Search the listing below for the string "EVERGLADE" and show each line that contains it.
*** ENTRIES PROVIDED ***
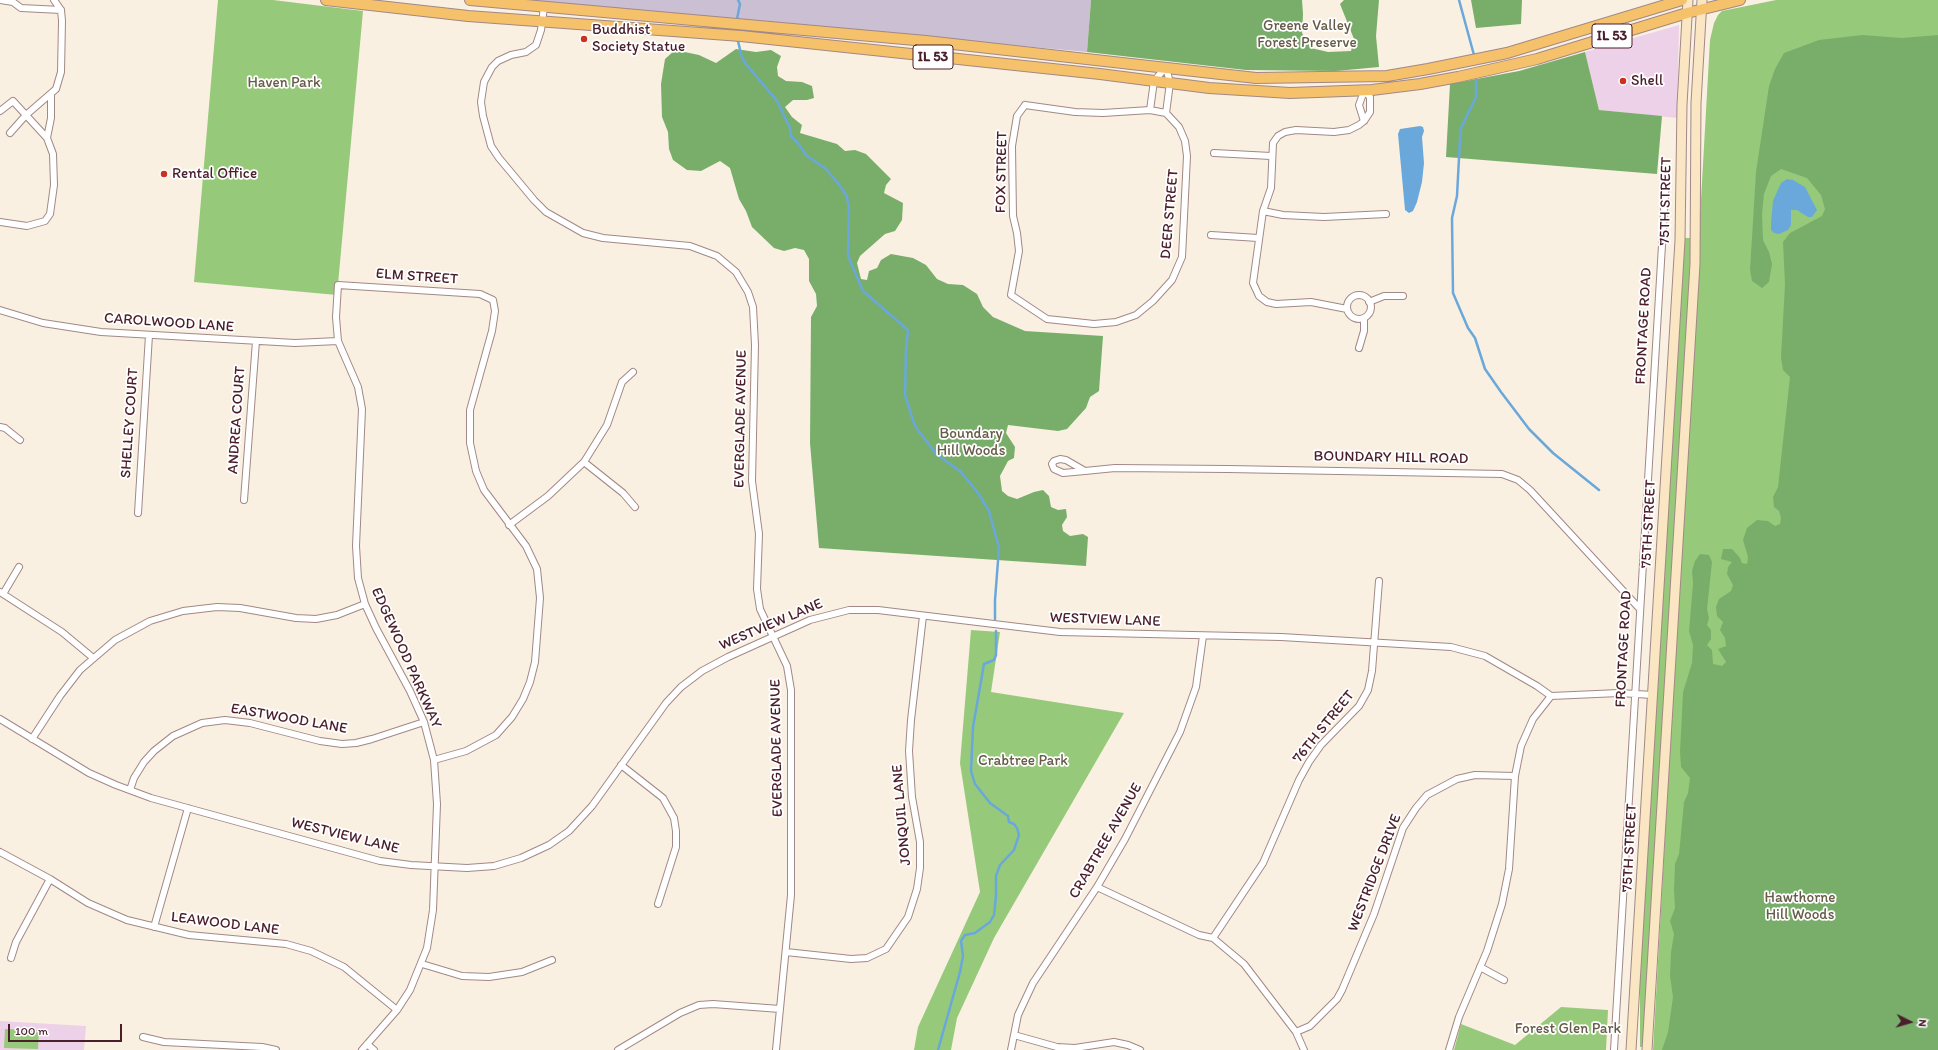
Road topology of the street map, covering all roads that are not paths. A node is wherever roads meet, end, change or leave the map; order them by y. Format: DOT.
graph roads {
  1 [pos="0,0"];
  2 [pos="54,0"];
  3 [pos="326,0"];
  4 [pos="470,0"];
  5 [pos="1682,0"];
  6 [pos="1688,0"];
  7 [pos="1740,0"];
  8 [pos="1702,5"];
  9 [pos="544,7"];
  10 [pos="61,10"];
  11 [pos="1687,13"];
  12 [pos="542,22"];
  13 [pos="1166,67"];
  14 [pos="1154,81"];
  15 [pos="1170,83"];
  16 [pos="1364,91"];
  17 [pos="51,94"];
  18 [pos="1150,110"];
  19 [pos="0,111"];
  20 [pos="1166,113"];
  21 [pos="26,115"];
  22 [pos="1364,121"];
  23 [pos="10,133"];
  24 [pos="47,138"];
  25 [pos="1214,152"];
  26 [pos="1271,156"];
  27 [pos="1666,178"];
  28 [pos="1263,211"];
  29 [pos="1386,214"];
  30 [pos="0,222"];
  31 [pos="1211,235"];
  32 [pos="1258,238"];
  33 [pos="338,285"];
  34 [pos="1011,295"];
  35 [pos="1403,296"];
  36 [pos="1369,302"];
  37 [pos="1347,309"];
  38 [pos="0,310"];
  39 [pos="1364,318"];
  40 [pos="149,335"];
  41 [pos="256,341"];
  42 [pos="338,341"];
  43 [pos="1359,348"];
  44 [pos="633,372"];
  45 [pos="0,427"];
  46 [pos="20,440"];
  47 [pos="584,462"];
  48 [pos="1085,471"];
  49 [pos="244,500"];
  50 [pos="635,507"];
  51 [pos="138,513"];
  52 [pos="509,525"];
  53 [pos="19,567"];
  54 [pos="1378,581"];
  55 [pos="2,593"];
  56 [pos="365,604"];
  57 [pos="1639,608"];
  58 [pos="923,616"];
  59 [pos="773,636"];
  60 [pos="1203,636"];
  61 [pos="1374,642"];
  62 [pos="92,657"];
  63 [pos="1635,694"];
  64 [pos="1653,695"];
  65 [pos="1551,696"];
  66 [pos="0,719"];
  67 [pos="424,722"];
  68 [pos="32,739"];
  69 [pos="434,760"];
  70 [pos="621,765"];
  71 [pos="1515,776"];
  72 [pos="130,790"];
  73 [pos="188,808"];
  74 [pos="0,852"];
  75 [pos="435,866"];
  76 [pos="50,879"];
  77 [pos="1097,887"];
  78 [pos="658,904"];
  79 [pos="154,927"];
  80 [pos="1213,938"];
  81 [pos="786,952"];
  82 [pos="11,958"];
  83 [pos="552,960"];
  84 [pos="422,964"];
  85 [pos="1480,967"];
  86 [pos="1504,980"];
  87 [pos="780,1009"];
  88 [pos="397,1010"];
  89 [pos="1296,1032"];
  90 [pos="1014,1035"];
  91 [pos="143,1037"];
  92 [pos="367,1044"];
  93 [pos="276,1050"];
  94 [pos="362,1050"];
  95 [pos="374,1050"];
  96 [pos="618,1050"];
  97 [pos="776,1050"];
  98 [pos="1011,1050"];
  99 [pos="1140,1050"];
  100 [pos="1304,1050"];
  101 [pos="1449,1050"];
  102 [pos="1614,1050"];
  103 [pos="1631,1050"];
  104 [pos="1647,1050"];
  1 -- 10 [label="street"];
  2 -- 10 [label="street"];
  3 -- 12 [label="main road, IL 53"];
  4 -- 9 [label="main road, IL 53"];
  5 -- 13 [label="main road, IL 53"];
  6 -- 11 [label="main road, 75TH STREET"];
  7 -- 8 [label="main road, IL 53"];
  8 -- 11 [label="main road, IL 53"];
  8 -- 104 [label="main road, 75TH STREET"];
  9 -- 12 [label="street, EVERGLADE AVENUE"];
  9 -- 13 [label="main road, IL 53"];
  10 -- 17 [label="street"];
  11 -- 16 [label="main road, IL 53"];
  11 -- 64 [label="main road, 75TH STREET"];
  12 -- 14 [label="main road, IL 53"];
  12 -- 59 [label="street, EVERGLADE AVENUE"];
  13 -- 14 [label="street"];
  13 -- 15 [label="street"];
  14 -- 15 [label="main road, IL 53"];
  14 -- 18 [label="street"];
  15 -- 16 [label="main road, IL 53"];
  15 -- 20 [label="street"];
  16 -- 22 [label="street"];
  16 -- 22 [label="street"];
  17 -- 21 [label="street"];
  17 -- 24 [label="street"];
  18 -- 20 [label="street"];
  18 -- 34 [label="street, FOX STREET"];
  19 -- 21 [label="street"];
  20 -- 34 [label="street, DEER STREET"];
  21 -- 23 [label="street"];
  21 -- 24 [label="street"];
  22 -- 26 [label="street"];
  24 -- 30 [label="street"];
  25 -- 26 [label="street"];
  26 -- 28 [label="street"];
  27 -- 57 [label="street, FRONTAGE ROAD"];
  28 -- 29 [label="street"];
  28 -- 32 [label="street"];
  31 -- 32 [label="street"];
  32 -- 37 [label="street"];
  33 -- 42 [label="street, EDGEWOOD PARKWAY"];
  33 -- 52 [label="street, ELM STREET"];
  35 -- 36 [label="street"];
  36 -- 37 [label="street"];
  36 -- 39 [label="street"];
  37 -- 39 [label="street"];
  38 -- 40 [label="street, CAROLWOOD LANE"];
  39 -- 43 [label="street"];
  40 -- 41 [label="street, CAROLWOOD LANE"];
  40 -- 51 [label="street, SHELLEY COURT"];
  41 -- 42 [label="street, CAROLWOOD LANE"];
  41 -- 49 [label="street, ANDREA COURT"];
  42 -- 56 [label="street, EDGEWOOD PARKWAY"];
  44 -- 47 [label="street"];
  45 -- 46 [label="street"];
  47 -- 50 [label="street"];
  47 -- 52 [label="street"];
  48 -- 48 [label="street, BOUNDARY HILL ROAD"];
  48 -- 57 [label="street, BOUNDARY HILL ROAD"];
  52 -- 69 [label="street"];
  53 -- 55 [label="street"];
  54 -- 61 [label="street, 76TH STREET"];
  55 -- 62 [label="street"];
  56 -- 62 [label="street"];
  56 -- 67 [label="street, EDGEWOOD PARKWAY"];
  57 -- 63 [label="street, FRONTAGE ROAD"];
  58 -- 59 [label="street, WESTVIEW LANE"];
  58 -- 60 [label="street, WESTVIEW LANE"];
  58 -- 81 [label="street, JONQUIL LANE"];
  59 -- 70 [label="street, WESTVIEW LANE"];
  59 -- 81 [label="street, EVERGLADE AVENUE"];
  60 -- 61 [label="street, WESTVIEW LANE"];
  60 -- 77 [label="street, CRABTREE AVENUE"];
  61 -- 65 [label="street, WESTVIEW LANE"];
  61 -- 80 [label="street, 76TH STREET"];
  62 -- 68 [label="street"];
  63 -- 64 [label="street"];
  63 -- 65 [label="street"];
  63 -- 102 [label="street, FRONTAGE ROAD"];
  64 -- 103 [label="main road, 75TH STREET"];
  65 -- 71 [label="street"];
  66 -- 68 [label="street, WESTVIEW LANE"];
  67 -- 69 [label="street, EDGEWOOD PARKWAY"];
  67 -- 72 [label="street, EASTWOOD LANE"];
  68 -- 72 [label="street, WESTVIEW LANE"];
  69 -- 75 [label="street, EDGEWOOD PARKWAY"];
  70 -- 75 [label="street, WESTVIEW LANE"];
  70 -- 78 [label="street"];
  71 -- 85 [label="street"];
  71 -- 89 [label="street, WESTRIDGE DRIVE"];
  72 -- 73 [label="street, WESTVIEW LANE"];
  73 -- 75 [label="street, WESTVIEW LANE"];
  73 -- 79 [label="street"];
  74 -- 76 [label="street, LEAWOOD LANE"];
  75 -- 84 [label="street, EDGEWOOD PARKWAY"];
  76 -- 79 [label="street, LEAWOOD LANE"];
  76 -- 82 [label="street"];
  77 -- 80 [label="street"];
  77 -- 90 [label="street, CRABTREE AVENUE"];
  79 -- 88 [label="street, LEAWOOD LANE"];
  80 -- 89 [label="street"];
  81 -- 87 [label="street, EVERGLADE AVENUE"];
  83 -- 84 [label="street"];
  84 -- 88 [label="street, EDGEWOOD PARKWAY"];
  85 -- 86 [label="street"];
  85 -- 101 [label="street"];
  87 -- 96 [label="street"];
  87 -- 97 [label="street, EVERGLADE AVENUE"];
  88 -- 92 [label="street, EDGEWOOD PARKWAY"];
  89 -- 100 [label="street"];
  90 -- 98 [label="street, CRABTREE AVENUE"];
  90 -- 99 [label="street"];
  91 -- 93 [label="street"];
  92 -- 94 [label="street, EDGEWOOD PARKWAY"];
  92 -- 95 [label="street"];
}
*** End of ENTRIES PROVIDED ***
EXPECTED ANSWER:
  9 -- 12 [label="street, EVERGLADE AVENUE"];
  12 -- 59 [label="street, EVERGLADE AVENUE"];
  59 -- 81 [label="street, EVERGLADE AVENUE"];
  81 -- 87 [label="street, EVERGLADE AVENUE"];
  87 -- 97 [label="street, EVERGLADE AVENUE"];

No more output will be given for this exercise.